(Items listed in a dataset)
○ ○ ○ ○ ○

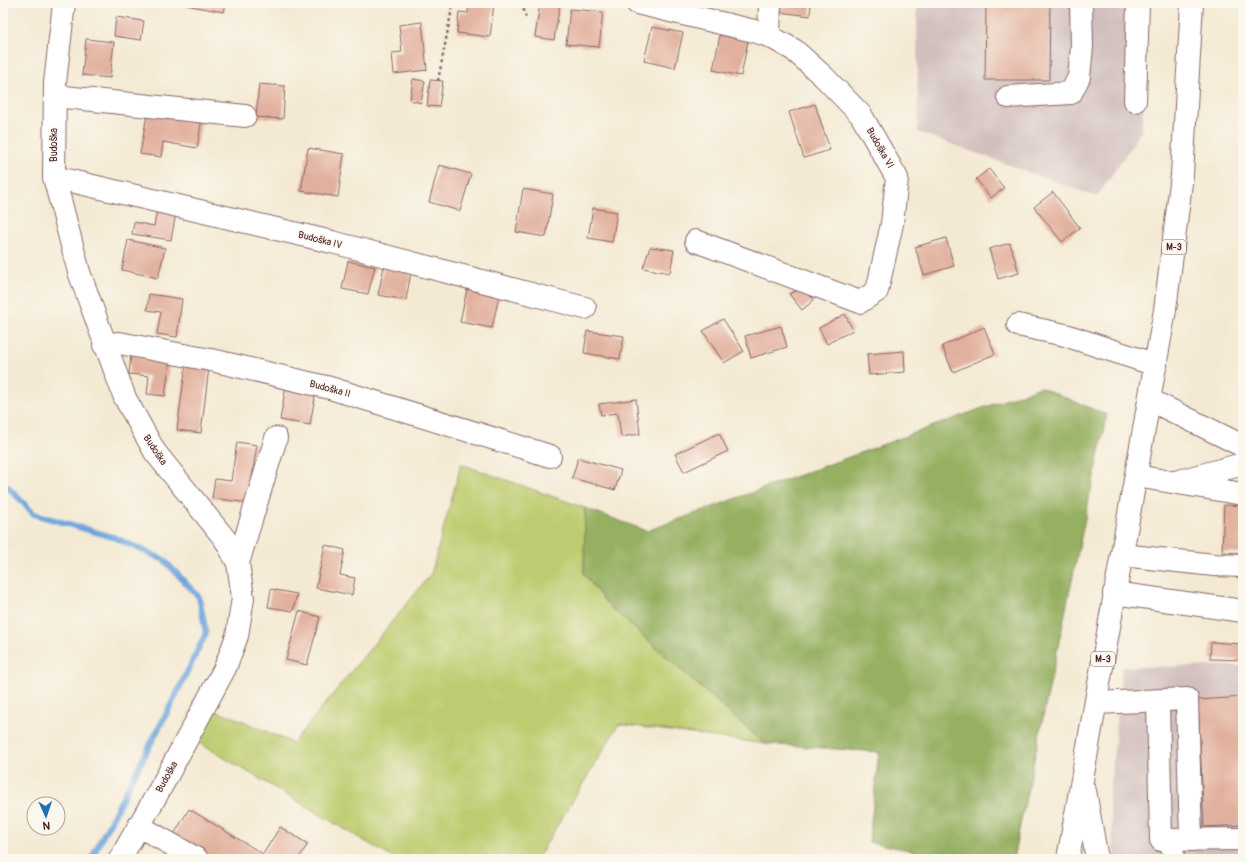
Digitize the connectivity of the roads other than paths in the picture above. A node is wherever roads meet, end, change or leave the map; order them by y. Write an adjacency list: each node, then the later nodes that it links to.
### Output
1 (64, 3): 8 (street, Budoška)
2 (637, 3): 7 (street, Budoška VI)
3 (770, 3): 7 (street)
4 (1081, 3): 9 (street)
5 (1138, 3): 10 (street)
6 (1192, 3): 17 (street, M-3)
7 (769, 36): 13 (street, Budoška VI)
8 (55, 96): 11 (street); 12 (street, Budoška)
9 (1008, 97)
10 (1135, 101)
11 (245, 116)
12 (54, 178): 14 (street, Budoška IV); 16 (street, Budoška)
13 (696, 241)
14 (585, 308)
15 (1018, 325): 17 (street)
16 (104, 345): 21 (street, Budoška II); 27 (street, Budoška)
17 (1156, 365): 18 (street, M-3)
18 (1150, 400): 20 (street); 23 (street, M-3)
19 (276, 438): 27 (street)
20 (1243, 446)
21 (550, 456)
22 (1243, 464): 24 (street)
23 (1136, 476): 24 (street); 26 (street, M-3)
24 (1170, 483): 25 (street)
25 (1243, 494)
26 (1122, 555): 28 (street); 29 (street, M-3)
27 (238, 563): 34 (street, Budoška)
28 (1243, 566)
29 (1114, 593): 30 (street); 32 (street, M-3)
30 (1243, 611)
31 (1158, 701): 32 (street); 36 (street); 36 (street)
32 (1096, 703): 33 (street, M-3)
33 (1083, 776): 39 (street, M-3); 40 (street)
34 (139, 826): 37 (street, Budoška); 38 (street)
35 (1243, 839): 36 (street)
36 (1190, 848)
37 (120, 859)
38 (197, 859)
39 (1068, 859)
40 (1097, 859)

○ ○ ○ ○ ○

Task: Here the job is to print all the entries above exactly, minus the images.

Answer section:
Digitize the connectivity of the roads other than paths in the picture above. A node is wherever roads meet, end, change or leave the map; order them by y. Write an adjacency list: each node, then the later nodes that it links to.
### Output
1 (64, 3): 8 (street, Budoška)
2 (637, 3): 7 (street, Budoška VI)
3 (770, 3): 7 (street)
4 (1081, 3): 9 (street)
5 (1138, 3): 10 (street)
6 (1192, 3): 17 (street, M-3)
7 (769, 36): 13 (street, Budoška VI)
8 (55, 96): 11 (street); 12 (street, Budoška)
9 (1008, 97)
10 (1135, 101)
11 (245, 116)
12 (54, 178): 14 (street, Budoška IV); 16 (street, Budoška)
13 (696, 241)
14 (585, 308)
15 (1018, 325): 17 (street)
16 (104, 345): 21 (street, Budoška II); 27 (street, Budoška)
17 (1156, 365): 18 (street, M-3)
18 (1150, 400): 20 (street); 23 (street, M-3)
19 (276, 438): 27 (street)
20 (1243, 446)
21 (550, 456)
22 (1243, 464): 24 (street)
23 (1136, 476): 24 (street); 26 (street, M-3)
24 (1170, 483): 25 (street)
25 (1243, 494)
26 (1122, 555): 28 (street); 29 (street, M-3)
27 (238, 563): 34 (street, Budoška)
28 (1243, 566)
29 (1114, 593): 30 (street); 32 (street, M-3)
30 (1243, 611)
31 (1158, 701): 32 (street); 36 (street); 36 (street)
32 (1096, 703): 33 (street, M-3)
33 (1083, 776): 39 (street, M-3); 40 (street)
34 (139, 826): 37 (street, Budoška); 38 (street)
35 (1243, 839): 36 (street)
36 (1190, 848)
37 (120, 859)
38 (197, 859)
39 (1068, 859)
40 (1097, 859)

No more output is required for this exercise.